The SEC also asserted that it is not rejecting the proposal due to an assessment of whether bitcoin or blockchain technology "has value as an innovation" or is worth investing in.
Statement of Dissent
SEC Commissioner Hester M. Peirce disagreed with the SEC's disapproval, stating that this is one of the many rejected proposals that would provide market participants with access to bitcoin as a traded and listed product on a national securities exchange (see previous coverage). She purported that the rejection demonstrates the SEC's continually shifting standards for bitcoin-related products.

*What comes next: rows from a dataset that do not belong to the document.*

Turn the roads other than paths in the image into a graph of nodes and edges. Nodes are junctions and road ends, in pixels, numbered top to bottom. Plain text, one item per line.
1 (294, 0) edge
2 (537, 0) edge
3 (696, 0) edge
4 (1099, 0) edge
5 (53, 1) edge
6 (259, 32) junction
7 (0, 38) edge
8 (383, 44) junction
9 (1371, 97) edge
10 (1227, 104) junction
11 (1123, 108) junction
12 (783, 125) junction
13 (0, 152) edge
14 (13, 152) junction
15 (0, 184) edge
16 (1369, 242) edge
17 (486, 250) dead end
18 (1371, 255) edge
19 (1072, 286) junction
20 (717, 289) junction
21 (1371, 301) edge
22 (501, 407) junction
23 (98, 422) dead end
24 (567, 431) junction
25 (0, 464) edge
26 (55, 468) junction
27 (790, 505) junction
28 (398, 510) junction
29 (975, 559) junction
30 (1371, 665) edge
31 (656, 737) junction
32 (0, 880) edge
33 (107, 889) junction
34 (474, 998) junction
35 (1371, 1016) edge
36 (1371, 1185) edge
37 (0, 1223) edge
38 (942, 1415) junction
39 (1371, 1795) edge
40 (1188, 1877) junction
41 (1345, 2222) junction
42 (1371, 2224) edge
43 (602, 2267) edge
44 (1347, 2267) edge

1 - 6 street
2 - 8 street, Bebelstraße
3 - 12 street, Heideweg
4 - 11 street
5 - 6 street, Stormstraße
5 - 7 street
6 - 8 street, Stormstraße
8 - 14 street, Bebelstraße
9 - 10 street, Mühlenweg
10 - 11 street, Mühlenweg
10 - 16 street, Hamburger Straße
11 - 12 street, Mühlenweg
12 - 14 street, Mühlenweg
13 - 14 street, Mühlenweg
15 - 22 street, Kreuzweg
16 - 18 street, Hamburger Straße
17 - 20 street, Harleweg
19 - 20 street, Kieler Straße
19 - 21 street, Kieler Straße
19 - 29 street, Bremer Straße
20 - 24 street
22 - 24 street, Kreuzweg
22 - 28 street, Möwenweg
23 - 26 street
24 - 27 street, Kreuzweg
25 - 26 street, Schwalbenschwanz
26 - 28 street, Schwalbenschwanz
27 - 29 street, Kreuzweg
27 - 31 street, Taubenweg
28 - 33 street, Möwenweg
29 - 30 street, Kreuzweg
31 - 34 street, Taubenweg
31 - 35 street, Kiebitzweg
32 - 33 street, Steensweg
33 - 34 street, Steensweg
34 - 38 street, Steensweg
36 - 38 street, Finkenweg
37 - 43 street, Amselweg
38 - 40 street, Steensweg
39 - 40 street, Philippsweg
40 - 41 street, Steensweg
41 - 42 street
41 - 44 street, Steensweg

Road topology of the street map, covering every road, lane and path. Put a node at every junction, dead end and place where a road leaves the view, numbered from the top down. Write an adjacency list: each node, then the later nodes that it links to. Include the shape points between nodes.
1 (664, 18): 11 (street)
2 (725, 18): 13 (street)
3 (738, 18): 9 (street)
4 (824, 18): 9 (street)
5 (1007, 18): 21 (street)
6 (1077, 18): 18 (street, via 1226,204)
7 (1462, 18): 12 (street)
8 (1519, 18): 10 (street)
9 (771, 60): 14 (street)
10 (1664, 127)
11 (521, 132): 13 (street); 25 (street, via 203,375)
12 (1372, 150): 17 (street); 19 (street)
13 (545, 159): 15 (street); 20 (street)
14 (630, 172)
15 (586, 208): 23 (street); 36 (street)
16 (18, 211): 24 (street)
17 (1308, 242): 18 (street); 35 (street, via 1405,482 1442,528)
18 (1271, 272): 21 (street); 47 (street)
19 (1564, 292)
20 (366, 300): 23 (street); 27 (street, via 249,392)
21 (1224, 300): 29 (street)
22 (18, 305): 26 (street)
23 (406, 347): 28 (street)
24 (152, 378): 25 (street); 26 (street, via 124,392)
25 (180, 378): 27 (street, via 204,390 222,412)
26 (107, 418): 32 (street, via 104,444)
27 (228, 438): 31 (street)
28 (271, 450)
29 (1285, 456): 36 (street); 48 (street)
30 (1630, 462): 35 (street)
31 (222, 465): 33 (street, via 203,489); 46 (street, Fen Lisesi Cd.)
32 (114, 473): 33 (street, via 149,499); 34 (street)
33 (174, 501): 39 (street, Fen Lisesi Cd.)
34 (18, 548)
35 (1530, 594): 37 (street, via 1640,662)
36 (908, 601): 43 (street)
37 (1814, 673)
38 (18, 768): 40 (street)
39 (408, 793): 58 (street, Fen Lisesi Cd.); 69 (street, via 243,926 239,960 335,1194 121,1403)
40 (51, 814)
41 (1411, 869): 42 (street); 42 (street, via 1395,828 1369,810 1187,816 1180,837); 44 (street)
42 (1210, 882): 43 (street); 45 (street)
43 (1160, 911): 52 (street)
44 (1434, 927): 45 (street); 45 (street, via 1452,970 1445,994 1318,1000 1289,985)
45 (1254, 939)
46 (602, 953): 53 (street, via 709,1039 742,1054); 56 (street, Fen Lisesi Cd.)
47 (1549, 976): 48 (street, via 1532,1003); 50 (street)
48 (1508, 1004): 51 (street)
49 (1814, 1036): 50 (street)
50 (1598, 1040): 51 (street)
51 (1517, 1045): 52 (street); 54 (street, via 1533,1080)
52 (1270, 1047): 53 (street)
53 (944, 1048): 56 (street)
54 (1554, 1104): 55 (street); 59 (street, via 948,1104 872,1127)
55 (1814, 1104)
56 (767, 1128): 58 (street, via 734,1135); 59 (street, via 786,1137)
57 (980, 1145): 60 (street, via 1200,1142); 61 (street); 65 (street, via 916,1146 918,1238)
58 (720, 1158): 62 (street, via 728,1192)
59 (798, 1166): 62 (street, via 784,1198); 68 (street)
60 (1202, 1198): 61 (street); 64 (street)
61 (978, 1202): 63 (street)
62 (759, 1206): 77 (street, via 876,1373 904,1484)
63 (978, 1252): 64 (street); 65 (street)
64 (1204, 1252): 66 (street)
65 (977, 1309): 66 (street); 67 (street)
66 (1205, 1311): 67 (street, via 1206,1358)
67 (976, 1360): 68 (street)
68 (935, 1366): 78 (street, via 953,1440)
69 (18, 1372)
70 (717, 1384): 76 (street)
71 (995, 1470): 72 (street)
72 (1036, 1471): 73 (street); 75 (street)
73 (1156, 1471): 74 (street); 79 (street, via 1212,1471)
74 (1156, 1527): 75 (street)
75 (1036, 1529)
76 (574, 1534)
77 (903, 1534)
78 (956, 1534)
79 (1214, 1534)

Ms. Peirce argued that, contrary to the SEC order disapproving the proposal, the NYSE Arca does meet the standards of compliance with Exchange Act Section 6(b)(5). She stated that denying this proposal and others that are similar is disruptive to the markets and reduces investor access to SEC-regulated markets. Further, she warned that the SEC's "hesitancy to embrace" bitcoin products could slow innovation within the United States and provide reason for entrepreneurs to seek opportunities in other jurisdictions.
Commentary
Given the size of the Bitcoin market and the fact that futures trading of Bitcoin has been going on for a while without problems, it would seem likely at this point that the SEC's refusal to permit the listing of Bitcoin ETFs is founded and its desire not to encourage further retail investment, including indirect investment, in the product. Although one can be sympathetic to the SEC's worries as to retail investors, the SEC is not supposed to serve as a gatekeeper on the wisdom of investments. See the 2020 dissent by Commissioner Hester M. Peirce as to SEC Rejects Proposal to List and Trade Bitcoins on Regulated Exchange.